The address space was 2**18 = 262_144 words, and each process had a
contiguous block.  All physical addresses were computed dynamically
from the sum of a job base address and a relative-to-0 address, so the
O/S could slide entire jobs around in memory to achieve optimal
packing.  You could, and we did, adjust the process upper bound
dynamically during execution to free core memory for others.

The CDC [67]x00 family CPUs have no interrupts: instead, there are
several peripheral processors (PP's) that interface to external
devices such as disks and serial terminal lines.  The PP's are 12-bit
computers, each with 4096 words of memory.

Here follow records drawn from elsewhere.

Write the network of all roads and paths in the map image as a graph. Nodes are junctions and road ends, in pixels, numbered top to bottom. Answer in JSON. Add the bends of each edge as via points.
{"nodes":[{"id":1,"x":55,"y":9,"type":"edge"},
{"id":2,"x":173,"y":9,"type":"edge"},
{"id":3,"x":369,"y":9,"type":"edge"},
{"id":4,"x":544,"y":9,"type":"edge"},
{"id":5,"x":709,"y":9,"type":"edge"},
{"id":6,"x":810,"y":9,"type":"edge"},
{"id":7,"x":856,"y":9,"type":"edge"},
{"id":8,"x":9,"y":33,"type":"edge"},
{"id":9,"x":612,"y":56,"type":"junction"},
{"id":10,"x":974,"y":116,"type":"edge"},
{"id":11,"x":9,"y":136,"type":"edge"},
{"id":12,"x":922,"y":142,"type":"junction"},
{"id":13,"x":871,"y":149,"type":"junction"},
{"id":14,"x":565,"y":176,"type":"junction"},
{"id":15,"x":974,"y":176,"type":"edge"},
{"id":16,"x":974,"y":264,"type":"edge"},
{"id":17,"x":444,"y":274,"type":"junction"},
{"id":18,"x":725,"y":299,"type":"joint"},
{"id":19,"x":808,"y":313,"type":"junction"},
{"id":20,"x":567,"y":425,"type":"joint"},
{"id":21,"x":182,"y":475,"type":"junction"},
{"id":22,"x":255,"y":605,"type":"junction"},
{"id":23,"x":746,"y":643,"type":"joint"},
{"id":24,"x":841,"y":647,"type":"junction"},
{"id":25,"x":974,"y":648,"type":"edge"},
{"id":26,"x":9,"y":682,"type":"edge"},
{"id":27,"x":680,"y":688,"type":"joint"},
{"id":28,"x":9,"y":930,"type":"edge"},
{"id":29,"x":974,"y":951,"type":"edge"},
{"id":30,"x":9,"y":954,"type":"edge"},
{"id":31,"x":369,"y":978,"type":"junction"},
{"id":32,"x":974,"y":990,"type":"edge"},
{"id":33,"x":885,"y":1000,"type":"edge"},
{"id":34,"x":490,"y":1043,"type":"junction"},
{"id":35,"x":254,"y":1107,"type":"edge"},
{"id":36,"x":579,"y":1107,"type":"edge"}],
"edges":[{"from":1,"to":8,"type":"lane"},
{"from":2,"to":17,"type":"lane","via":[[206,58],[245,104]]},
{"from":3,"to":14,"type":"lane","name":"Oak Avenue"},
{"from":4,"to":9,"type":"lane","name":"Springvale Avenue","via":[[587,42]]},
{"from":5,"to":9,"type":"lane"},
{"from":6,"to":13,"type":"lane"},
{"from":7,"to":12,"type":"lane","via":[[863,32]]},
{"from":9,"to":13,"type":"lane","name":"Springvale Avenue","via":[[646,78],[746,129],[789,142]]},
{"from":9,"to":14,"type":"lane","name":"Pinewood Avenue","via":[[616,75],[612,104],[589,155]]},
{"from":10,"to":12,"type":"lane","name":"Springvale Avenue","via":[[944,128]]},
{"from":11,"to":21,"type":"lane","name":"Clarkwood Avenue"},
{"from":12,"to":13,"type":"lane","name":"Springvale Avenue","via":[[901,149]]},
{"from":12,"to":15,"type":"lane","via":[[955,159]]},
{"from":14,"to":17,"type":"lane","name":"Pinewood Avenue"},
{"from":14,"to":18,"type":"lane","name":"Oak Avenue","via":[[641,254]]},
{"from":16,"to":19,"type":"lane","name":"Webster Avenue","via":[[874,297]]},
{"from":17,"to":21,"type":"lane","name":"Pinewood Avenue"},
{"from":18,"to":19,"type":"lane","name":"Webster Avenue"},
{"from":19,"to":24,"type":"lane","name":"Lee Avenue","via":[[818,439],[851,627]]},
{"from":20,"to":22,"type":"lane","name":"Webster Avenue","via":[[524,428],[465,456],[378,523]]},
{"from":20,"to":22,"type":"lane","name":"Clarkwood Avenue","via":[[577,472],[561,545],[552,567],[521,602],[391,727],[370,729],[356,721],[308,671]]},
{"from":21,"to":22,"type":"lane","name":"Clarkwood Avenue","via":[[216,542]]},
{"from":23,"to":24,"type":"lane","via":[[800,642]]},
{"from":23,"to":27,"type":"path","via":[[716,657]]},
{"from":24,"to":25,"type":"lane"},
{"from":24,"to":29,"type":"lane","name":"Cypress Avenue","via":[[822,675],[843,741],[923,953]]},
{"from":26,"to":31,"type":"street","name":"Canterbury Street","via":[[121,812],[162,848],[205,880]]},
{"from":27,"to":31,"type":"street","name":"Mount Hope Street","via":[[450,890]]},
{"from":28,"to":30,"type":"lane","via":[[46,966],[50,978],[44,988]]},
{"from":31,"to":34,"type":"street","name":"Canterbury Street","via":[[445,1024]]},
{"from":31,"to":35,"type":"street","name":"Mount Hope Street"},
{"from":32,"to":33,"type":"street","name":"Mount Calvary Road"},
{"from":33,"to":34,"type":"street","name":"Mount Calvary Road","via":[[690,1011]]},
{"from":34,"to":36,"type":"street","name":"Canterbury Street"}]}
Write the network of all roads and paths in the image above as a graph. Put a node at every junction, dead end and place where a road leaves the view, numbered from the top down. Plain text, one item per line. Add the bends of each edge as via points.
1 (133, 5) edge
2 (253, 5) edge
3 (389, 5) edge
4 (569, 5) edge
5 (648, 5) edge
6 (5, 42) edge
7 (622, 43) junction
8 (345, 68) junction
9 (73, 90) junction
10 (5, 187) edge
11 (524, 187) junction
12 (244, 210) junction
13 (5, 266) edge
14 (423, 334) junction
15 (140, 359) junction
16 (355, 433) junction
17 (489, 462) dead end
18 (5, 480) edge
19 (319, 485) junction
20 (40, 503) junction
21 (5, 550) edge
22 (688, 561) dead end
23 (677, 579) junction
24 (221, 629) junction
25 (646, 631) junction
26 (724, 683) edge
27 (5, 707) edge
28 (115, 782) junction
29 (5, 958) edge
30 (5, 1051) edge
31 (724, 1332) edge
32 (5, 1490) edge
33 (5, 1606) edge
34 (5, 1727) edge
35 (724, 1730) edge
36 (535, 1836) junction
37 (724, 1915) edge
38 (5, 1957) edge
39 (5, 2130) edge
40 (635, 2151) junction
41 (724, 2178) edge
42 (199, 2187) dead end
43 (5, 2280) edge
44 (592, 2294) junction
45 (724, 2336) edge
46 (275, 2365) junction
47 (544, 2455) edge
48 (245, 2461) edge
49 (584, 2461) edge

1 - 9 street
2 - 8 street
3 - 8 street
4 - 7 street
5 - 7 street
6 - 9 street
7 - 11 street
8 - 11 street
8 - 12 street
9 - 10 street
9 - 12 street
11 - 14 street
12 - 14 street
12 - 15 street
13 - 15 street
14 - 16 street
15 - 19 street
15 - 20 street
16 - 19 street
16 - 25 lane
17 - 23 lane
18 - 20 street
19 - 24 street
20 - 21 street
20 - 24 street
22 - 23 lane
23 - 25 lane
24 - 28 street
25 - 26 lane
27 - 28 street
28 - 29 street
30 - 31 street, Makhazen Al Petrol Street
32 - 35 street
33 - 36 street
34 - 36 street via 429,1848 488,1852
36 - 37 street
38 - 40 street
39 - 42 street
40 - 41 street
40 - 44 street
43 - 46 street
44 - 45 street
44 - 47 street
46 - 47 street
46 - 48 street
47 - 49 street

They communicate with the
main CPU by monitoring a couple of privileged memory locations that
hold data for a device operation.  At our site, the PPs were never
accessible to end users, so no one outside the computer center ever
knew their instruction set.

Niklaus Wirth and Urs Ammann have interesting, and sometimes negative,
comments about the CDC 6600 on which they developed the first Pascal
implementation.  Like Fortran and the IBM 709, and C and the DEC
PDP-11, the Pascal language also contains several influences of the
CDC 6600 architecture, although Wirth tried as much as possible to
hide the hardware from the programmer.

Here are some literature references about those machines, and early
Pascal:

papers:	James E. Thornton
	The CDC 6600 Project
	http://dx.doi.org/10.1109/MAHC.1980.10044

	Niklaus Wirth
	The Design of a PASCAL Compiler
	http://dx.doi.org/10.1002/spe.4380010403

	Urs Ammann
	On Code Generation in a PASCAL Compiler
	http://dx.doi.org/10.1002/spe.4380070311

book:	James E. Thornton
	Design of a Computer: the Control Data 6600
	Scott, Foresman (1970)
	LCCN TK7889.C6 T5 1970

Thornton was part of the 6600 architecture team.